There are way too many great stories to mention here, but a few highlights for me were "Heart of a Champion," "The Human Fly," The Ape Lady in Retirement," "Mexico," and "Bloodfall." I've taught "Greasy Lake" for years to survey Lit classes who have typically found Boyle, if nothing else, to be provocative.

Boyle's presence over the years in the highbrow New York magazines should solidify his place among American writers of his generation. It's nice to see the mass of this work in this well-organized very readable collection.

Rating: 5 stars
Summary: A must-have book for your contemporary fiction collection
Review: I discovered T.C. Boyle four or five years ago by accident, and a very happy accident it was.

While I love all his books ("Water Music" still makes me laugh until I cry), I have always had a love for anyone who can consistently write good short stories, and his are some of the best.

This book collects them all into loose categories instead of chronologies, which is far better. And while the "Love" collection starts the book, the most unusual and funniest stories are to be found in the "Everything Else In Between" category at the end of the book.

If you enjoy reading authors that continue to surprise you, read T. Coraghessan Boyle.

Rating: 5 stars
Summary: Retrospective of the BEST of T.C.
Review: I've been reading T.C.Boyles short stories for years, and I have never discovered books that I can read so many times without inflicting bordom on myself (still not tired of any of these). They are like CD's that can become glued to the CD player and no one seems to care. This collection just wraps it all up.

Sigh...if only Thomas Pynchon could write such short 'n' sweet stories...I might actually understand him.

Rating: 4 stars
Summary: Deeper! We must go deeper!
Review: In "Rapture of the Deep," one of the more than 60-plus brilliantly realized stories collected here, Jacques Cousteau confronts a crew starved for the culinary comforts of land. Cousteau seeks to explore the dark and bizarre landscapes, the truly remote regions of the planet, to document the life that desperately struggles in harsh and exacting circumstances.

You can tell where I'm going here, right? T.C. Boyle is our Cousteau, and he takes short little voyages in his literary bathyscape, taking us to meet all sorts of strange, colorful creatures, people living in remote corners of the world. Or, like the blind sea-life who do not need eyesight to understand their universe, his self-centered humanity can't see around their own immediate aims.

In as comprehensive a collection as this, there are bound to be quite a few clunkers. The surprise is how few there are. Boyle's vision of people and their dreams, their impact, their victories and losses, their neighborhoods is about as diverse as the entire planet has to offer. Vignettes, fables, speculative jokes, romances, tragedies, and just plain absurd, the range is amazing.

Rating: 5 stars
Summary: I inhaled this one
Review: T. C. Boyle is a master of short stories. In this 700 page tome, Boyle covers the gamut of subjects in a funny, witty, and satirical way.

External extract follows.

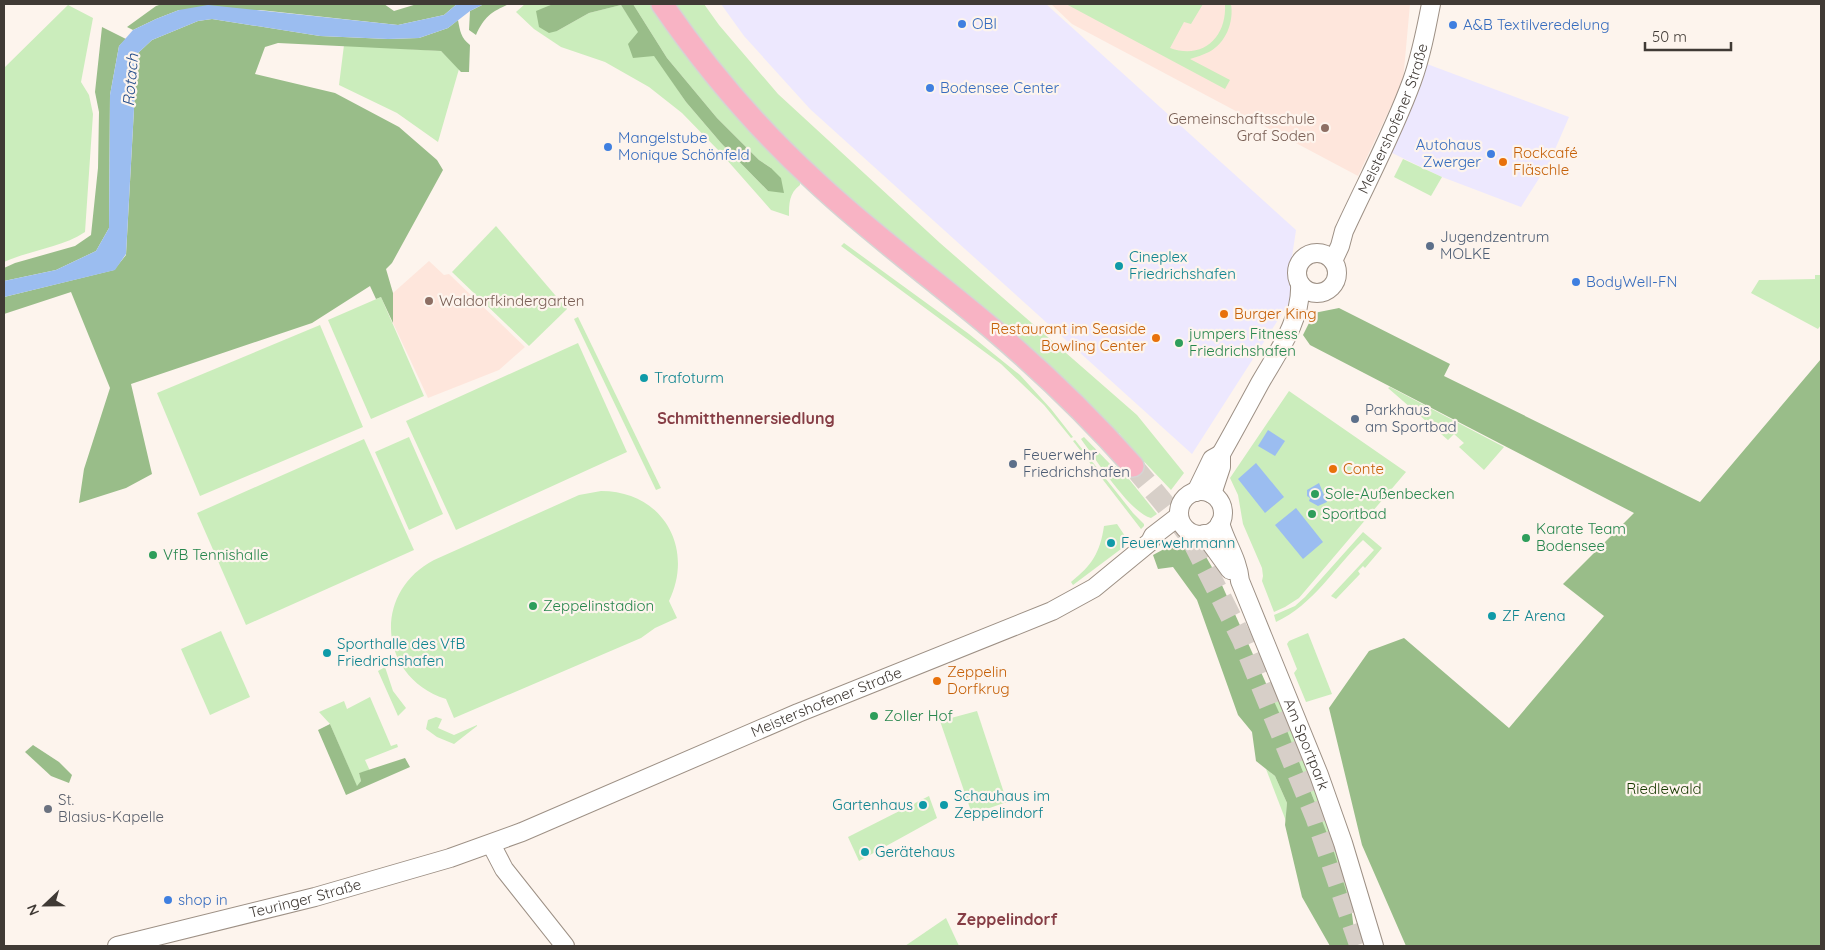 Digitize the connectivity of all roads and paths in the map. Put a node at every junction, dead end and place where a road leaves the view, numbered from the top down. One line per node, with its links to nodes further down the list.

His writing style offers an amusing, introspective, and memorable view of American culture. This one is as entertaining as any book I have read.

Rating: 5 stars
Summary: SHORT STORIES ARE MUCH BETTER THAN HIS NOVELS
Review: T.C. Boyle is one of my favorite modern short-story writers (William Trevor is another) and you can drop in on any of these and be swept into his quirky worldview and be out in less than 20 minutes. The same can't be said for his overwrought, baggy novels but thank goodness for this collection that keeps it altogether (now I can throw out all those paperback editions of his short fiction). There are too many wonderful stories to choose a favorite here but here's a suggestion for prospective buyers. Go to a favorite bookstore that let's you sit and read, pick any story in this volume and read it and if you like it, go home and order it here. THE REST IS EASY because T.C. Boyle's a very consistent writer of short fiction and if you like one, you'll like most all of 'em.